Where does the raw material originate? A manufacturer’s access to raw materials can make the difference between reliable winter-long supply and a shortage when you can least afford it. During a harsh winter when demand is high, domestic producers with integrated raw material capabilities – and shorter supply chains – are better equipped to supply your needs than those who rely on bulk shipments of raw materials from offshore suppliers. A manufacturer that combines large-scale domestic production capacity with multiple ship points will be better equipped to meet your needs no matter what winter brings.
Can they help improve how you melt ice? Knowledgeable distributors are a source of valuable information that can help you better protect your customers from the risk of costly slip and fall accidents while also improving how you melt snow and ice. Ask distributors to share ice melting best practices that can help you save time and money. Also ask how you can use deicer products more responsibly, to reduce impact on property and the environment without sacrificing performance. You can take matters into your own hands by independently visiting www.IceFreeSidewalks.com, a website developed by OxyChem to help snow and ice professionals, facility managers and others improve ice melting practices.

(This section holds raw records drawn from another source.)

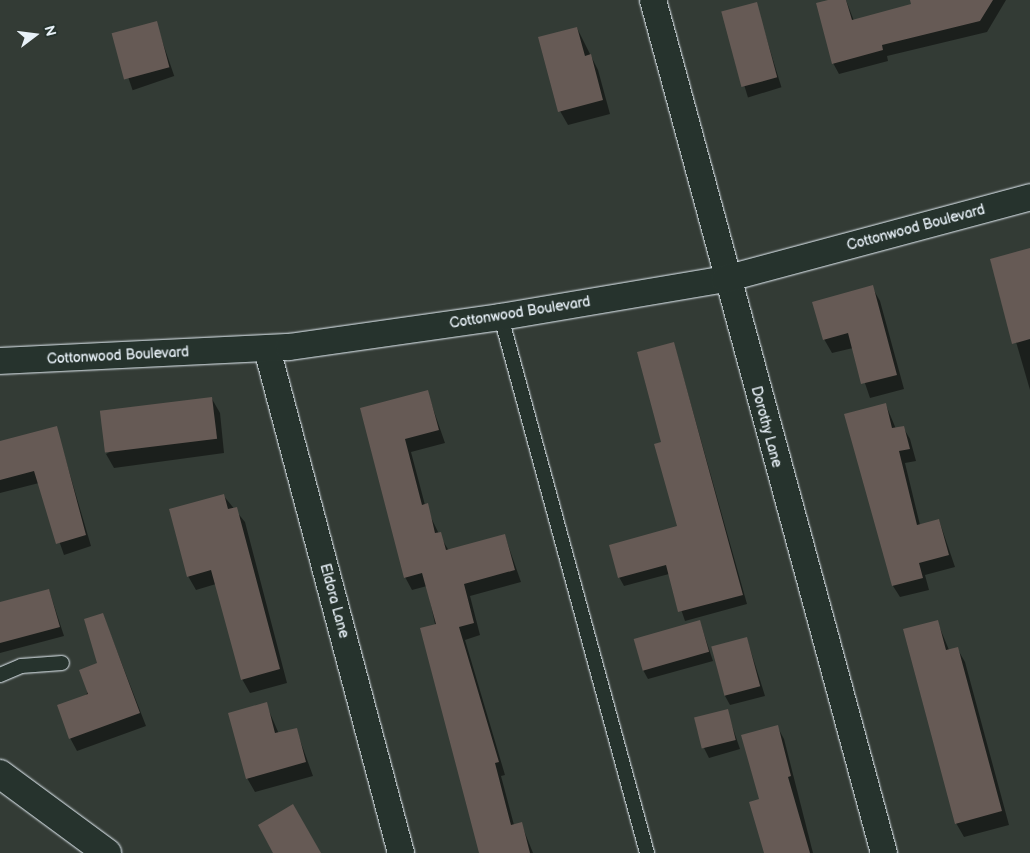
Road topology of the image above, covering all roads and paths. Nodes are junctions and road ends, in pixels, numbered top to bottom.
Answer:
1 (653, 0) edge
2 (1030, 197) edge
3 (725, 278) junction
4 (501, 317) junction
5 (267, 349) junction
6 (0, 361) edge
7 (62, 663) dead end
8 (0, 675) edge
9 (0, 774) edge
10 (107, 853) edge
11 (401, 853) edge
12 (647, 853) edge
13 (884, 853) edge

1 - 3 street, Dorothy Lane
2 - 3 street, Cottonwood Boulevard
3 - 4 street, Cottonwood Boulevard
3 - 13 street, Dorothy Lane
4 - 5 street, Cottonwood Boulevard
4 - 12 lane
5 - 6 street, Cottonwood Boulevard
5 - 11 street, Eldora Lane
7 - 8 lane
9 - 10 street

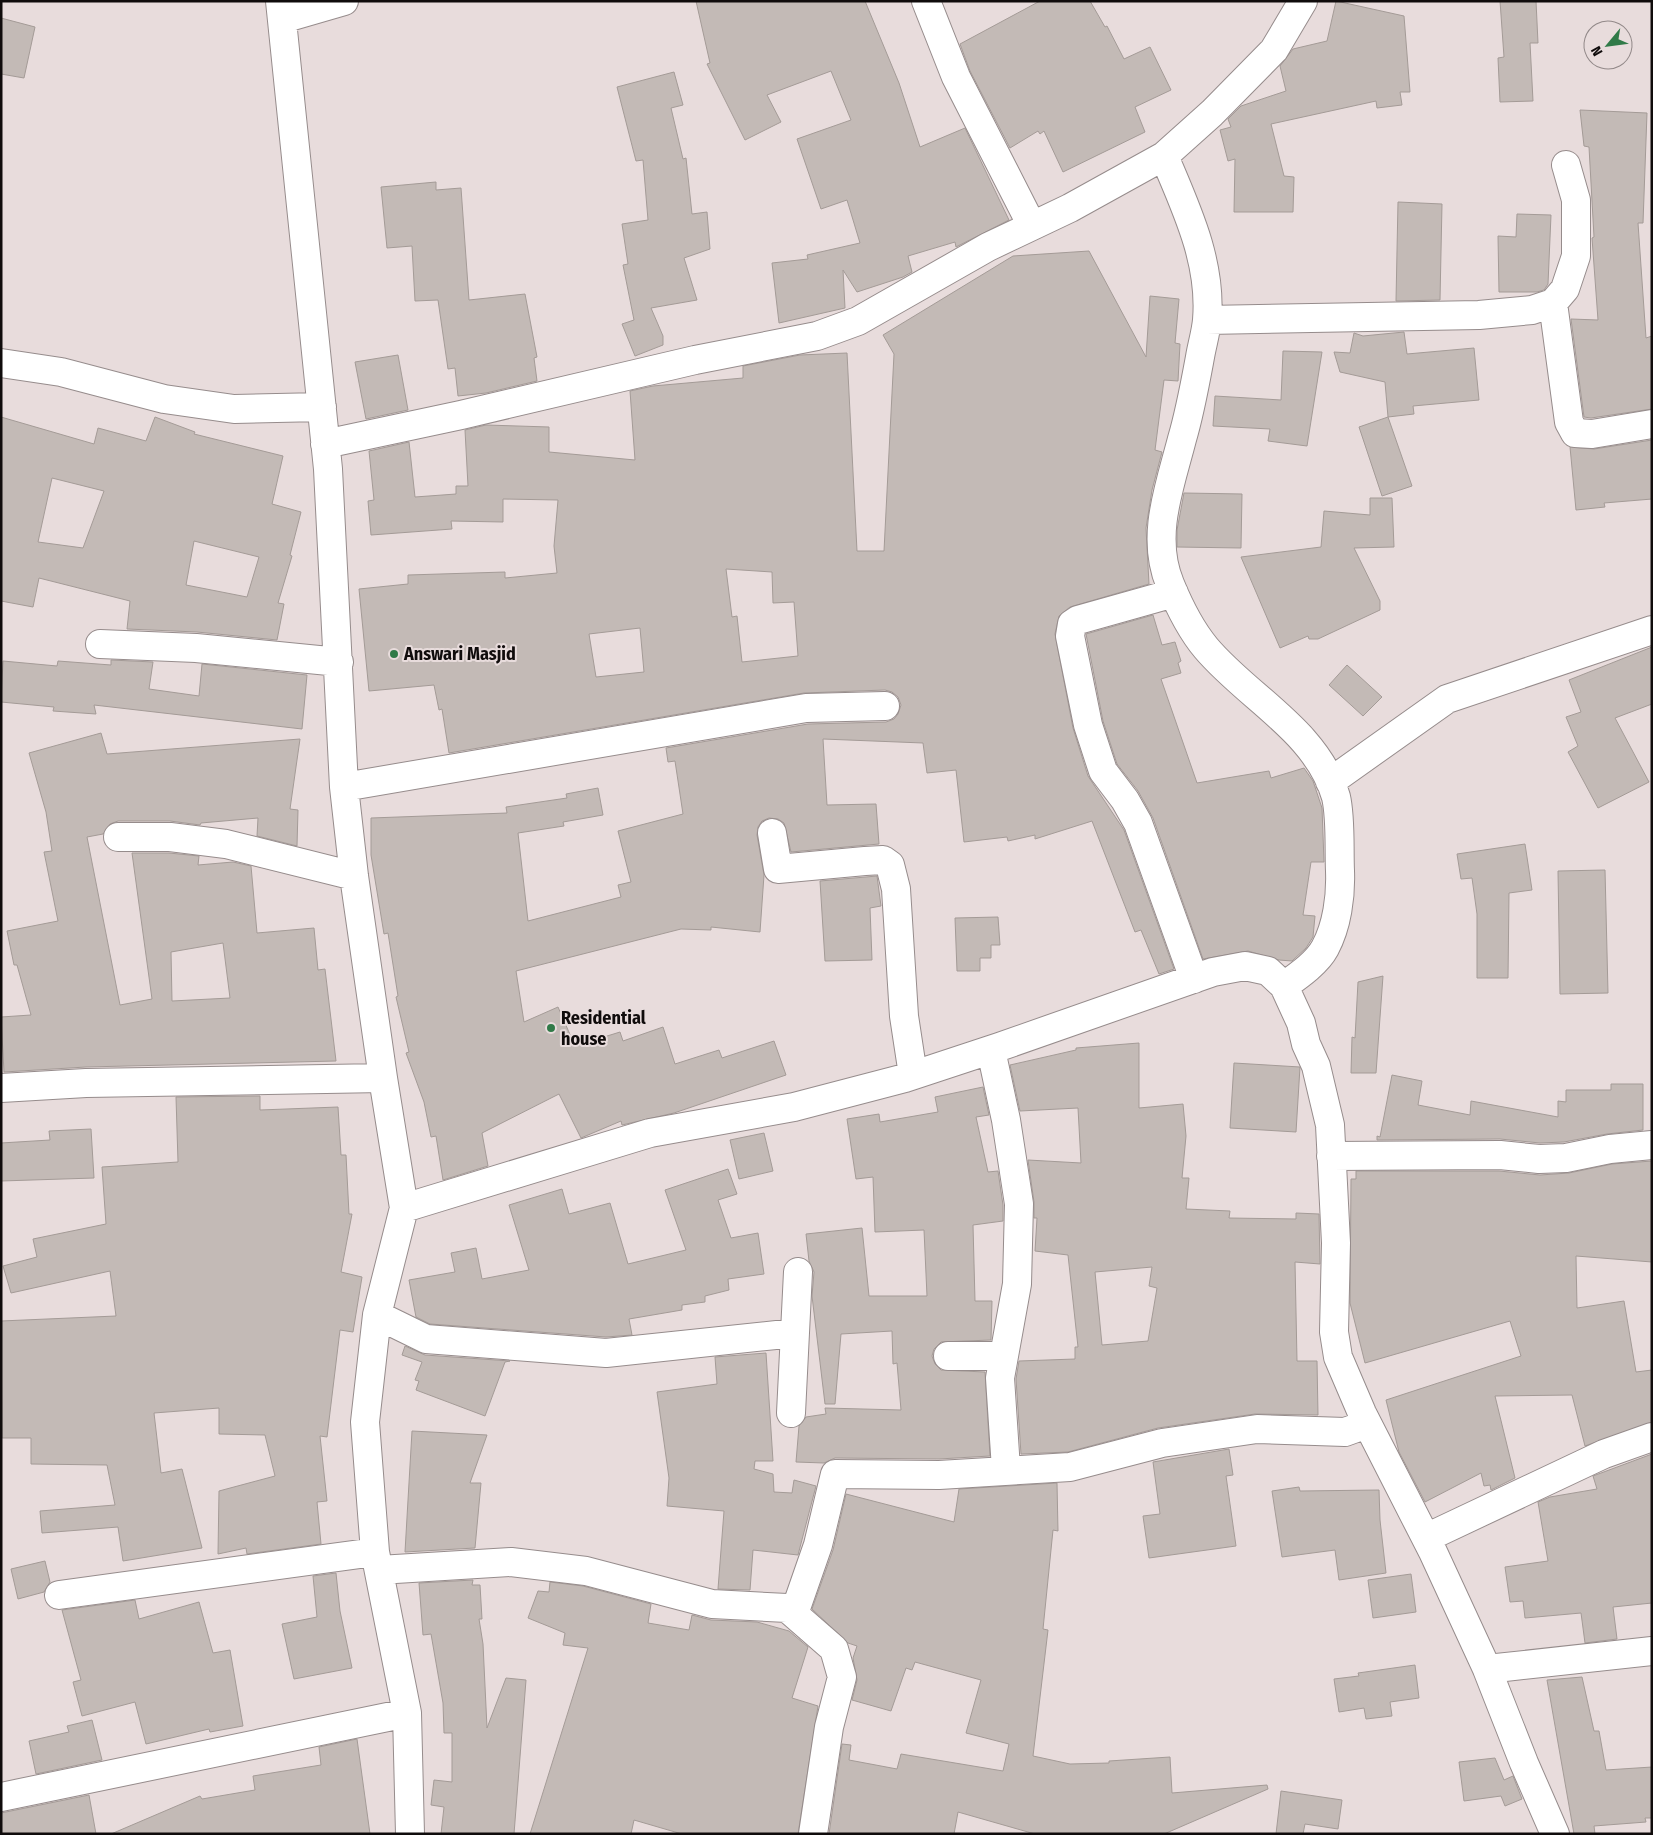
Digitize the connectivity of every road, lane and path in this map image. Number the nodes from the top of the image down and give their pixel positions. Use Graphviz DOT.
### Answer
graph roads {
  1 [pos="344,1"];
  2 [pos="926,1"];
  3 [pos="1303,1"];
  4 [pos="281,10"];
  5 [pos="1164,156"];
  6 [pos="1566,165"];
  7 [pos="1032,226"];
  8 [pos="1553,303"];
  9 [pos="1207,320"];
  10 [pos="1,363"];
  11 [pos="322,407"];
  12 [pos="1652,424"];
  13 [pos="326,444"];
  14 [pos="1174,593"];
  15 [pos="1652,630"];
  16 [pos="100,644"];
  17 [pos="339,662"];
  18 [pos="885,706"];
  19 [pos="1330,782"];
  20 [pos="344,787"];
  21 [pos="772,833"];
  22 [pos="118,837"];
  23 [pos="354,876"];
  24 [pos="1194,979"];
  25 [pos="1284,986"];
  26 [pos="991,1050"];
  27 [pos="913,1075"];
  28 [pos="382,1078"];
  29 [pos="1,1088"];
  30 [pos="1652,1145"];
  31 [pos="1331,1156"];
  32 [pos="404,1208"];
  33 [pos="798,1272"];
  34 [pos="377,1314"];
  35 [pos="795,1333"];
  36 [pos="948,1356"];
  37 [pos="1004,1356"];
  38 [pos="791,1413"];
  39 [pos="1367,1424"];
  40 [pos="1652,1437"];
  41 [pos="1006,1470"];
  42 [pos="1426,1538"];
  43 [pos="377,1561"];
  44 [pos="58,1595"];
  45 [pos="794,1614"];
  46 [pos="1652,1651"];
  47 [pos="1487,1669"];
  48 [pos="407,1713"];
  49 [pos="1,1797"];
  50 [pos="410,1834"];
  51 [pos="813,1834"];
  52 [pos="1555,1834"];
  1 -- 4 [label="street"];
  2 -- 7 [label="street"];
  3 -- 5 [label="street"];
  4 -- 11 [label="street"];
  5 -- 7 [label="street"];
  5 -- 9 [label="street"];
  6 -- 8 [label="street"];
  7 -- 13 [label="street"];
  8 -- 9 [label="street"];
  8 -- 12 [label="street"];
  9 -- 14 [label="street"];
  10 -- 11 [label="street"];
  11 -- 13 [label="street"];
  13 -- 17 [label="street"];
  14 -- 19 [label="street"];
  14 -- 24 [label="street"];
  15 -- 19 [label="street"];
  16 -- 17 [label="street"];
  17 -- 20 [label="street"];
  18 -- 20 [label="street"];
  19 -- 25 [label="street"];
  20 -- 23 [label="street"];
  21 -- 27 [label="street"];
  22 -- 23 [label="street"];
  23 -- 28 [label="street"];
  24 -- 25 [label="street"];
  24 -- 26 [label="street"];
  25 -- 31 [label="street"];
  26 -- 27 [label="street"];
  26 -- 37 [label="street"];
  27 -- 32 [label="street"];
  28 -- 29 [label="street"];
  28 -- 32 [label="street"];
  30 -- 31 [label="street"];
  31 -- 39 [label="street"];
  32 -- 34 [label="street"];
  33 -- 35 [label="street"];
  34 -- 35 [label="street"];
  34 -- 43 [label="street"];
  35 -- 38 [label="street"];
  36 -- 37 [label="street"];
  37 -- 41 [label="street"];
  39 -- 41 [label="street"];
  39 -- 42 [label="street"];
  40 -- 42 [label="street"];
  41 -- 45 [label="street"];
  42 -- 47 [label="street"];
  43 -- 44 [label="street"];
  43 -- 45 [label="street"];
  43 -- 48 [label="street"];
  45 -- 51 [label="street"];
  46 -- 47 [label="street"];
  47 -- 52 [label="street"];
  48 -- 49 [label="street"];
  48 -- 50 [label="street"];
}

The winter of 2013-14 reminded everyone how harsh and uncertain winter conditions can be. To prepare for the 2014-15 winter season, start by choosing a reliable, high performance ice melter, then make certain the material will be available to you all winter long. By paying close attention to these basics, you’ll be confident you have the right deicer and the right supply partner to take on whatever winter may bring.
About the Author
Greg MacDonnell is general manager with Occidental Chemical Corporation (OxyChem). He is responsible for calcium chloride sales, marketing and business management. His 25 year career in the chemical industry includes 15 years specializing in calcium chloride.